Author Topic: Checking character coding  (Read 2382 times)

Offline vAfotoriporter

  • Uber Member
  • ******
  • Posts: 1030
    • View Profile
    • Attila Volgyi photojournalist
Checking character coding
« on: January 30, 2012, 03:13:08 AM »
I have a customer who requires captions with ancient characters that is almost sure not the same as the one I use (they use Windows, I use Mac). How can I check the text encoding of the captions to set my IPTC stationery publish the required encoding to maximize compatibility?
Working on Mac, OSX, iOS and with some Canons.
Allways shooting RAW.

http://www.volgyiattila.com

Offline Kirk Baker

  • Senior Software Engineer
  • Camera Bits Staff
  • Superhero Member
  • *****
  • Posts: 21909
    • View Profile
    • Camera Bits, Inc.
Re: Checking character coding
« Reply #1 on: January 30, 2012, 06:18:41 AM »
Szurkebarat,

I have a customer who requires captions with ancient characters that is almost sure not the same as the one I use (they use Windows, I use Mac).

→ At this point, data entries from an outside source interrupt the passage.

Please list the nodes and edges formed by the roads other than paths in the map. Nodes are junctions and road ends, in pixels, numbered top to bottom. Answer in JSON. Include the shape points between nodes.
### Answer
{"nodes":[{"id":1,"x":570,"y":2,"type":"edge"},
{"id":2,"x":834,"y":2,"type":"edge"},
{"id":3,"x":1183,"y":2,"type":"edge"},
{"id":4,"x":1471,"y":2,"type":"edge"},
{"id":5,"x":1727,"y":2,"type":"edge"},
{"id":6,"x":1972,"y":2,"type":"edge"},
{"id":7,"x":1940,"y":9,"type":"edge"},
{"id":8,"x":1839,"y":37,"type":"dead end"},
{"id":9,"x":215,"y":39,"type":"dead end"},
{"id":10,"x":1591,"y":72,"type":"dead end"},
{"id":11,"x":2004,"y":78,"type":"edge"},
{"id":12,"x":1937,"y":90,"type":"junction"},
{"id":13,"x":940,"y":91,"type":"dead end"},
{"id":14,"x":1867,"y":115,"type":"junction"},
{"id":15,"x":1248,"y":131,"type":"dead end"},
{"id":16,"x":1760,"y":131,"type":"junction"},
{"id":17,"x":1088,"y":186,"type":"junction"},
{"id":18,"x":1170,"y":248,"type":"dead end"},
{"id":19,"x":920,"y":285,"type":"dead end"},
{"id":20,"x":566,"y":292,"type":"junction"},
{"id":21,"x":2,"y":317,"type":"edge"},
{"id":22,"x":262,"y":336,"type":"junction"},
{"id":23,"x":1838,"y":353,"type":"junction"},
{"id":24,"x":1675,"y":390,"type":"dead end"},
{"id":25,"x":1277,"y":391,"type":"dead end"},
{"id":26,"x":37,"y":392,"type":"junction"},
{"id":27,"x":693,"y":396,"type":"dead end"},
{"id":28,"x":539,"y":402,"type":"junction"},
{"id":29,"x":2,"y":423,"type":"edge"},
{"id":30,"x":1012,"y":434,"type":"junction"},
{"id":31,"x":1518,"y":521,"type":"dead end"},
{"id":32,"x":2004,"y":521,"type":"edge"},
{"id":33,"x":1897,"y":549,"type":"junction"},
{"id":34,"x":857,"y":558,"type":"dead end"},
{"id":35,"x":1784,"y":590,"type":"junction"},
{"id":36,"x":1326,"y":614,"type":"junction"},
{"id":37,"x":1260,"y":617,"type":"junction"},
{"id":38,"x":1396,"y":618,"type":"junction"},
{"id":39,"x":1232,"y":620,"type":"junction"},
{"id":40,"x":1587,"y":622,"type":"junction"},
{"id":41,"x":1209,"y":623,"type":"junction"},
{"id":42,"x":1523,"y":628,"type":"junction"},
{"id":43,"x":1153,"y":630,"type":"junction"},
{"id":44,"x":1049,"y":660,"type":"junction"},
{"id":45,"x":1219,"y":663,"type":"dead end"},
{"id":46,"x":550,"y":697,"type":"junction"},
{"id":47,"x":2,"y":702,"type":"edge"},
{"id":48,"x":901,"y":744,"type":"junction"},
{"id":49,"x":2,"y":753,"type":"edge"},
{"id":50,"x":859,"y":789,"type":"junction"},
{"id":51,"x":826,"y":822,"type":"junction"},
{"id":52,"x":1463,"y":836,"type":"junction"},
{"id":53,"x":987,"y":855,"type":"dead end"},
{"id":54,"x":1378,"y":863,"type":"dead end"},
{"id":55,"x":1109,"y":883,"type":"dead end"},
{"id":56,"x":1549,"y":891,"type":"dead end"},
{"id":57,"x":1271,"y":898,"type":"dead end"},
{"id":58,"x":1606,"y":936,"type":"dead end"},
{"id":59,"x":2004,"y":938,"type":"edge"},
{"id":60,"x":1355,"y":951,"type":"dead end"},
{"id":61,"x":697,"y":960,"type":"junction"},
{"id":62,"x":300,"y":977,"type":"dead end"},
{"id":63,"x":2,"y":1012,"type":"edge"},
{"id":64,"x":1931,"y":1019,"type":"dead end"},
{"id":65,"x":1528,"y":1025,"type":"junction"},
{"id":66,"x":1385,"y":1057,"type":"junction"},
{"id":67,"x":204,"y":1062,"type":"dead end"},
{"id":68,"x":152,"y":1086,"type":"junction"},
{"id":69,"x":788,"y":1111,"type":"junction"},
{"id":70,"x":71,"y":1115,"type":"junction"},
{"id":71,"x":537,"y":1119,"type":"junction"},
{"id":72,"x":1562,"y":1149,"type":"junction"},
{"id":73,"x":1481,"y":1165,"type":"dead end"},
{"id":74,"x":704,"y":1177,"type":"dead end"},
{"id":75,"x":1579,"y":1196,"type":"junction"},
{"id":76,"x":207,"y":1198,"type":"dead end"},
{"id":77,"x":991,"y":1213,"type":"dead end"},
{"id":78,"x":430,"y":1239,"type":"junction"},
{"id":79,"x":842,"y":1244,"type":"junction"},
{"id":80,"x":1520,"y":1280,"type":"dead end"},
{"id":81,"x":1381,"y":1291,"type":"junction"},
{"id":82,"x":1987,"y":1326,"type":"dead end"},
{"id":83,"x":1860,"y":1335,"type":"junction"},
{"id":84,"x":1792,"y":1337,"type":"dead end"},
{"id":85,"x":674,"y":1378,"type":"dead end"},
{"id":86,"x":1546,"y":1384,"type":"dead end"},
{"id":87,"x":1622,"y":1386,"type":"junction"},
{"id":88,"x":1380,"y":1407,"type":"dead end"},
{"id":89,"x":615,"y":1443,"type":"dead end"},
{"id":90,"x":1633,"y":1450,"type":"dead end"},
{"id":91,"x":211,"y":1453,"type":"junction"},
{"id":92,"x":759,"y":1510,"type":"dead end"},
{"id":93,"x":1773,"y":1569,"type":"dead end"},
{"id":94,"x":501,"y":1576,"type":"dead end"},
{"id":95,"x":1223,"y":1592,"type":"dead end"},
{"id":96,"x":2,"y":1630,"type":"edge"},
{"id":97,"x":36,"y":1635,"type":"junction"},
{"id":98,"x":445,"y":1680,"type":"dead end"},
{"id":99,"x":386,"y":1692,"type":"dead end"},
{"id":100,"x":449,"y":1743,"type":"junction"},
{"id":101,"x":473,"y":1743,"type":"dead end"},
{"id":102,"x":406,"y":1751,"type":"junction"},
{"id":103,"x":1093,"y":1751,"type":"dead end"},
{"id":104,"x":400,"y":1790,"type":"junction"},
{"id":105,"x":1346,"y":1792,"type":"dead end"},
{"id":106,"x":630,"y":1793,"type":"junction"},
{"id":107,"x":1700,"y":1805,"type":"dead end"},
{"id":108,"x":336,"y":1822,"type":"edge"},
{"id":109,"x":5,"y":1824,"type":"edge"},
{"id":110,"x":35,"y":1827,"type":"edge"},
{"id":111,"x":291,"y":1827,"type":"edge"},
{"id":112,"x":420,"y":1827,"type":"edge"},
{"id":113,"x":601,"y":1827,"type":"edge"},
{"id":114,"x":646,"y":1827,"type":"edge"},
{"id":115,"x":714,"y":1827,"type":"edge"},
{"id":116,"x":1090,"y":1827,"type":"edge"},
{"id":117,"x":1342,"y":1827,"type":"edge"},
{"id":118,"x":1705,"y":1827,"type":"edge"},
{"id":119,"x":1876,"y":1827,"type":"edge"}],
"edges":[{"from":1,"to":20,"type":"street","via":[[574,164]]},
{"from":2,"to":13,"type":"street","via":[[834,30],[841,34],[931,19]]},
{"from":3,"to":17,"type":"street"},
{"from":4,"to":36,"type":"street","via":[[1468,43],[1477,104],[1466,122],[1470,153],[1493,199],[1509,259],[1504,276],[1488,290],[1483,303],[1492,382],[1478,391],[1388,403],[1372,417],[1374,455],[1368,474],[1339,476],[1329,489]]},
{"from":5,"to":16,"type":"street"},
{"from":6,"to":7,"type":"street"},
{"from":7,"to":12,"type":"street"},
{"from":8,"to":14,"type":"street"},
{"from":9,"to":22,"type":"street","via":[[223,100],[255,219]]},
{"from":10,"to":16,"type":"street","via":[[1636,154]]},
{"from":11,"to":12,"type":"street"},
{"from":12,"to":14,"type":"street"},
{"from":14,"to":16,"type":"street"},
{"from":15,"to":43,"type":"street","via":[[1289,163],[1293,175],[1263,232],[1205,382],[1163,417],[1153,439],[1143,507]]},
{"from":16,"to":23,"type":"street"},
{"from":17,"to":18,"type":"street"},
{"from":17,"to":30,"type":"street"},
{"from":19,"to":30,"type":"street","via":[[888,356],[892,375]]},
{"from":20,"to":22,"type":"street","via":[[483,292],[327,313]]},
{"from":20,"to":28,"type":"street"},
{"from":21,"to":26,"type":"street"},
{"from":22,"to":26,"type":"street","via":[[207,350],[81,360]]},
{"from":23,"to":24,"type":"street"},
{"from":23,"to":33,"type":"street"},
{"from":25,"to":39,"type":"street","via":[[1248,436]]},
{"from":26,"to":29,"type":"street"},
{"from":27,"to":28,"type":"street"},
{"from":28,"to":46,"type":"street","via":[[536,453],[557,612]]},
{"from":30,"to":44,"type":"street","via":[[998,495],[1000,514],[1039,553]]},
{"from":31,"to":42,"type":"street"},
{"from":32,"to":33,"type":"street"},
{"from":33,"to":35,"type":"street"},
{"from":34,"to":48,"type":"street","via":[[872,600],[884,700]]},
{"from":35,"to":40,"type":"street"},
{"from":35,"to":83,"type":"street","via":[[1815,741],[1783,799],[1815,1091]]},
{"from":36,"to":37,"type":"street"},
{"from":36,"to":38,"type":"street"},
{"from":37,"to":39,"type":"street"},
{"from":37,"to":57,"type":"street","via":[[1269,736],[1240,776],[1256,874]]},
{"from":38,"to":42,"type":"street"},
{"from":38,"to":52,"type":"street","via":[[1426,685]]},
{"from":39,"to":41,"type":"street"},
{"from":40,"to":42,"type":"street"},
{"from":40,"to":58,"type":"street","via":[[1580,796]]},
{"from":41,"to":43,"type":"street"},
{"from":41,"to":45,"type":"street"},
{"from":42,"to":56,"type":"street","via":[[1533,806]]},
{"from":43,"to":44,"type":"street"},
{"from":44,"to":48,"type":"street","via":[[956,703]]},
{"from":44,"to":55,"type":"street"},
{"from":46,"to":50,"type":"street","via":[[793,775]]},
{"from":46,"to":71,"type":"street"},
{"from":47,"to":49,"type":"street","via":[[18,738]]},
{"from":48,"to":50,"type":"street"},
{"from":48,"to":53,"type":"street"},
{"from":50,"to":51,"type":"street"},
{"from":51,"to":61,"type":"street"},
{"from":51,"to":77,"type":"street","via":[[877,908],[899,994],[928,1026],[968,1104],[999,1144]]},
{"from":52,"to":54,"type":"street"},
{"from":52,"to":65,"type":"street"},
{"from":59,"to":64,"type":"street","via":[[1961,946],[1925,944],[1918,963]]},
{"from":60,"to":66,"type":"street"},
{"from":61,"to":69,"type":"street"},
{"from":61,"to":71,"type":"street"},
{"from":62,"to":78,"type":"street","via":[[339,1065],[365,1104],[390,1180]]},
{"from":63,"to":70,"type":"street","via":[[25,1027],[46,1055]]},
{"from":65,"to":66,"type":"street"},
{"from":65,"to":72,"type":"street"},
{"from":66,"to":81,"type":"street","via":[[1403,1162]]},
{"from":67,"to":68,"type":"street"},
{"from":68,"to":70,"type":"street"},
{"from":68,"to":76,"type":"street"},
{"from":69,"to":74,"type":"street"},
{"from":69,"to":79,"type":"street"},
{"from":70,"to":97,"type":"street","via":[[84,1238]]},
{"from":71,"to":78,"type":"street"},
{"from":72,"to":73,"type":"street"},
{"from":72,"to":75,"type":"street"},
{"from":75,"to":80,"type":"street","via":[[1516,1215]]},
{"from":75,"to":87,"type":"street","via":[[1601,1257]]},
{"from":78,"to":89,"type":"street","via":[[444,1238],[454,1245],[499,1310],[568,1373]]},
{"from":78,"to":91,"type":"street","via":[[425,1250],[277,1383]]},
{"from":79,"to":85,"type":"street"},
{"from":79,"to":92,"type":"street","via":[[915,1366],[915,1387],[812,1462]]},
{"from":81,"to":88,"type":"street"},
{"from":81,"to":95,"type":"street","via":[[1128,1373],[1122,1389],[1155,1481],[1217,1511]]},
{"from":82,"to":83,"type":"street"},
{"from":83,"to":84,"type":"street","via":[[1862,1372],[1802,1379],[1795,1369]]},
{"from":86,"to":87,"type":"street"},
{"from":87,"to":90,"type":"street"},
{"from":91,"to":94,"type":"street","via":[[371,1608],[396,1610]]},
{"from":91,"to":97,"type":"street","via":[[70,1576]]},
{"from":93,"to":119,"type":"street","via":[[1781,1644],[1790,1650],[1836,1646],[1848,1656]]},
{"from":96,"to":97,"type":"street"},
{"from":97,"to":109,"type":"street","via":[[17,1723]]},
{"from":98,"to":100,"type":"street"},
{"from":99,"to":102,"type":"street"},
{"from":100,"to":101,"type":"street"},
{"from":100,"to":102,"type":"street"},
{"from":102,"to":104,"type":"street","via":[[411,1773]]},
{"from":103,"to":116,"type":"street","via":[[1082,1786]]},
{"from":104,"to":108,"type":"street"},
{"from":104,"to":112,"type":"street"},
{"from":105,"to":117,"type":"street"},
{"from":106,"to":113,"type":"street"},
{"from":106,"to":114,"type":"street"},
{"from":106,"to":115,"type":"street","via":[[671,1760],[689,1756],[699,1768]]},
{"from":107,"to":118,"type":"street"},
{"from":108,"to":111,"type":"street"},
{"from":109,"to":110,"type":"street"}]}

How can I check the text encoding of the captions to set my IPTC stationery publish the required encoding to maximize compatibility?

Use UTF-8 Unicode.

Otherwise, what encoding do they require?

-Kirk

Offline Frantisek Vlcek

  • Sr. Member
  • ****
  • Posts: 449
    • View Profile
Re: Checking character coding
« Reply #2 on: January 31, 2012, 07:49:32 AM »
Hi Szurkebarat, please check with your customer what does their app read - ie the old Legacy IPTC, or IPTC/XML. If XML, there is a good chance it will work with UTF8 encoding. However, Legacy IPTC doesn't specify encodings, and allows only Ansi standard. Therefore, most national newspapers and software vendors needing to put their languages' characters in IPTC way back before IPTC/XML was introduced, simply used their own national and OS encoding. Which can be quite a pitfal because as it is NOT specified inside Legacy IPTC which encoding is used, some apps expect Ansi, some expect same encoding as the OS they run on, and some are completely custom... I had a same problem with one client, whose legacy system doesn't accept anything else then Windows Central European, and accepts only Legacy IPTC. Fortunately in Photomechanic it's easy to set the encoding even for such situations, just that you might have to try few different options before you arrive at the right solution (as I assume, customers with legacy systems usually don't know anything about the technicalities which were implemented by their long-gone-IT dept 10 years ago or outsourced entirely "and it just worked" because their photographers were forced to use their own tools).

Offline Kirk Baker

  • Senior Software Engineer
  • Camera Bits Staff
  • Superhero Member
  • *****
  • Posts: 21909
    • View Profile
    • Camera Bits, Inc.
Re: Checking character coding
« Reply #3 on: January 31, 2012, 08:41:10 AM »
Frantisek,

Hi Szurkebarat, please check with your customer what does their app read - ie the old Legacy IPTC, or IPTC/XML. If XML, there is a good chance it will work with UTF8 encoding. However, Legacy IPTC doesn't specify encodings, and allows only Ansi standard. Therefore, most national newspapers and software vendors needing to put their languages' characters in IPTC way back before IPTC/XML was introduced, simply used their own national and OS encoding. Which can be quite a pitfal because as it is NOT specified inside Legacy IPTC which encoding is used, some apps expect Ansi, some expect same encoding as the OS they run on, and some are completely custom... I had a same problem with one client, whose legacy system doesn't accept anything else then Windows Central European, and accepts only Legacy IPTC. Fortunately in Photomechanic it's easy to set the encoding even for such situations, just that you might have to try few different options before you arrive at the right solution (as I assume, customers with legacy systems usually don't know anything about the technicalities which were implemented by their long-gone-IT dept 10 years ago or outsourced entirely "and it just worked" because their photographers were forced to use their own tools).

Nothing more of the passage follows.